Kay Kavus falls back down to earth
Isfahan, Persia, c.1330-1340AD
"Kai Kavus Falls from the Sky", Folio from a Shahnama (Book of Kings)
Author: Abu'l Qasim Firdausi (935–1020)
Object Name: Folio from an illustrated manuscript
Date: ca. 1330–40
Geography: Attributed to Iran, probably Isfahan
Medium: Ink, opaque watercolor, gold, and silver on paper
Classification: Codices
Credit Line: Bequest of Monroe C. Gutman, 1974
Accession Number: 1974.290.9
Frontispiece: Kaykavus Falls from the Sky, from the Metropolitan Museum's Small Shahnama.
A div (devil) persuaded Kaykavus to attempt to fly to heaven, either to learn its secrets or to rule it as he did the earth, according to different sources for the story.
The method Kaykavus devised was to tie four strong yet hungry eagles to a throne,
each with a leg of lamb tied to a post above it, so that in striving to reach the meat the eagles would lift the throne heavenward.

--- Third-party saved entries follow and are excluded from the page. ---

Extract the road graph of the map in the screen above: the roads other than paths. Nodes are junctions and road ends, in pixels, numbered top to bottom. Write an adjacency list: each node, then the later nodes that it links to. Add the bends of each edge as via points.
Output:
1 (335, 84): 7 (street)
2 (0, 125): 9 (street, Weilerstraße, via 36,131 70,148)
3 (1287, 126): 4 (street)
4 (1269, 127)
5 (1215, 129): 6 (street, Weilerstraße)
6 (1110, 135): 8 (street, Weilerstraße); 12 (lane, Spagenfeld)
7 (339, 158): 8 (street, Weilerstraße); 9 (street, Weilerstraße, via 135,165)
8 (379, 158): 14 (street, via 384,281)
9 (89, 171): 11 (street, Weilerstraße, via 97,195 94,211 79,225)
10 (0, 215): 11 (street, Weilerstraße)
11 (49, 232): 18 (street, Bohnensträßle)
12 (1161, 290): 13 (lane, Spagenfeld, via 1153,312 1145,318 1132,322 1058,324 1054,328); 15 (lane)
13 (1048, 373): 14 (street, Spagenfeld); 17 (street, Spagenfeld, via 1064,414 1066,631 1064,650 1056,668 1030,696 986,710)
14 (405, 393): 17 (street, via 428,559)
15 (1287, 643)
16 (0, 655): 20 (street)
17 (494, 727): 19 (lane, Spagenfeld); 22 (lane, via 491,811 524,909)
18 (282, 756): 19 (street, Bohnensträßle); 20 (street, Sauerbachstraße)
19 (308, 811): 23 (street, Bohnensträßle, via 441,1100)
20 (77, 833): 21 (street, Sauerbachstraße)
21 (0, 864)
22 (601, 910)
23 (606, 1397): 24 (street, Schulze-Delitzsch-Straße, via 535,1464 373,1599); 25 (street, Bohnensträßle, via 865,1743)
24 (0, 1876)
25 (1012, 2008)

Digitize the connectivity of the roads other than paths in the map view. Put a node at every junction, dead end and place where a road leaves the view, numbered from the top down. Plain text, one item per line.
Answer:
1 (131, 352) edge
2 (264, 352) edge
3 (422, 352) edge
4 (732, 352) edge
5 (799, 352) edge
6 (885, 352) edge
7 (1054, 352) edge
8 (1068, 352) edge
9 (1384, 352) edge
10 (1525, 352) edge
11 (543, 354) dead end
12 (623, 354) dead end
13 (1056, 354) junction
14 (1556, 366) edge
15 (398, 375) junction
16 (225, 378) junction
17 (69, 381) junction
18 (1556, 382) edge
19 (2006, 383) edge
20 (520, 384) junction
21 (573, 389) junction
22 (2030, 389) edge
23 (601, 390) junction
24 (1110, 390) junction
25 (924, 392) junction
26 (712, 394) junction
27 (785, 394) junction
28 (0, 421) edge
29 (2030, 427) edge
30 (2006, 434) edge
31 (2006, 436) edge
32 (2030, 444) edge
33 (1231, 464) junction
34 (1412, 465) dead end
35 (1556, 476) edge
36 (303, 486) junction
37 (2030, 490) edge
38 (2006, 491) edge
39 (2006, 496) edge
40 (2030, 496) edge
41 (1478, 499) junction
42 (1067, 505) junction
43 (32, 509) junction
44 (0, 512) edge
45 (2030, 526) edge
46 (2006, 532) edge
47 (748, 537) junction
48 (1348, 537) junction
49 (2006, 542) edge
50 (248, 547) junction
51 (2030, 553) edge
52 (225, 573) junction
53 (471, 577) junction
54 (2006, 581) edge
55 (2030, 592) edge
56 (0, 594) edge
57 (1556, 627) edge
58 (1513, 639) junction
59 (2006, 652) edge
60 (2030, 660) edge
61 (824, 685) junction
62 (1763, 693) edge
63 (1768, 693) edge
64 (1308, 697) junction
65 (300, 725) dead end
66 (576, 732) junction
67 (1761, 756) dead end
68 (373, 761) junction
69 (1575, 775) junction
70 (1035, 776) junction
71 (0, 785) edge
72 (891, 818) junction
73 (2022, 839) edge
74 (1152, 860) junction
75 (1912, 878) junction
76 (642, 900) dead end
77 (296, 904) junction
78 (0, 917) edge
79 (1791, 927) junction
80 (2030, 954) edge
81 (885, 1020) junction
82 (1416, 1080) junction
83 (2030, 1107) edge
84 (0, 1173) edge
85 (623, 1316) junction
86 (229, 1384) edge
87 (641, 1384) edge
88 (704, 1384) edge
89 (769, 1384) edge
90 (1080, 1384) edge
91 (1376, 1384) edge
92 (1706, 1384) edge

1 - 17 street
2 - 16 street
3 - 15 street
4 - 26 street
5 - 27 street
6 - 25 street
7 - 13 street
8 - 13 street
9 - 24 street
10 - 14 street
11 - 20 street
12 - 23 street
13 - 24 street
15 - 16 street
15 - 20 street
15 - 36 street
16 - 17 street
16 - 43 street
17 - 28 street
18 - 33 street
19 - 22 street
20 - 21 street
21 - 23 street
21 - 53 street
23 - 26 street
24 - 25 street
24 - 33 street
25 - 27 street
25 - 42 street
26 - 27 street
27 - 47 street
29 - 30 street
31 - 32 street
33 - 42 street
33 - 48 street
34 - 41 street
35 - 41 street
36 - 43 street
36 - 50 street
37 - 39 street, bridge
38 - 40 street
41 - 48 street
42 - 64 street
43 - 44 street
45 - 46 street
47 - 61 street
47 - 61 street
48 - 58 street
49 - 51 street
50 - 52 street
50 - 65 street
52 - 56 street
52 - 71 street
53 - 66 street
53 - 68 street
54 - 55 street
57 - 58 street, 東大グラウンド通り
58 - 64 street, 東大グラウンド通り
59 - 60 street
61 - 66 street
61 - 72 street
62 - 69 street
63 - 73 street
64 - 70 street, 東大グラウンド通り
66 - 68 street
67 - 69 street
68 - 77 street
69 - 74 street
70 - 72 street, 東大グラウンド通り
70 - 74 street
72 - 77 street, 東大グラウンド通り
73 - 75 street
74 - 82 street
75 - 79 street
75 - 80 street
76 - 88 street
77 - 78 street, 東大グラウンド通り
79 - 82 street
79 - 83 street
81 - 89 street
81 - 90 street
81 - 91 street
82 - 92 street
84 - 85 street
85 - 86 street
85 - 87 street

The plan worked. However, as the epic tells us, the eagles eventually became exhausted and discouraged,
so that the whole apparatus fell back to earth, with the shah miraculously escaping injury.
All illustrations of this adventure, except this one, depict Kaykavus on his throne ascending into the sky; some include astounded spectators on the ground below.
In this unique miniature, Kaykavus is falling head-first into a flower bed,
the legs of lamb beside his head and the jumbled eagles above emphasizing the compelling force of gravity.
Although he landed alone in a forest, far from help, here onlookers gesture toward him in amazement.
It was the unique iconography of this painting as well as the strong central axis,
the bilateral symmetry, the circle of flower heads, the star pattern on the throne,
and the red ground in conjunction with the other colors — all found in later Indian painting -
that led to the mistaken conclusion of a provenance on the subcontinent for this manuscript.
This episode is not illustrated in either the First or Second Small Shannama manuscripts,
but is found with an archaic and simplfied rendering of the ascent in the Injuid Shahnama of 1341.1
The only element in common between the two miniatures is the stepped-up format at the center.
Source: Illustrated Poetry and Epic Images: Persian Painting of the 1330s and 1340s Swietochowski, Marie Lukens, and Stefano Carboni, with essays by A. H. Morton and Tomoko Masuya (1994)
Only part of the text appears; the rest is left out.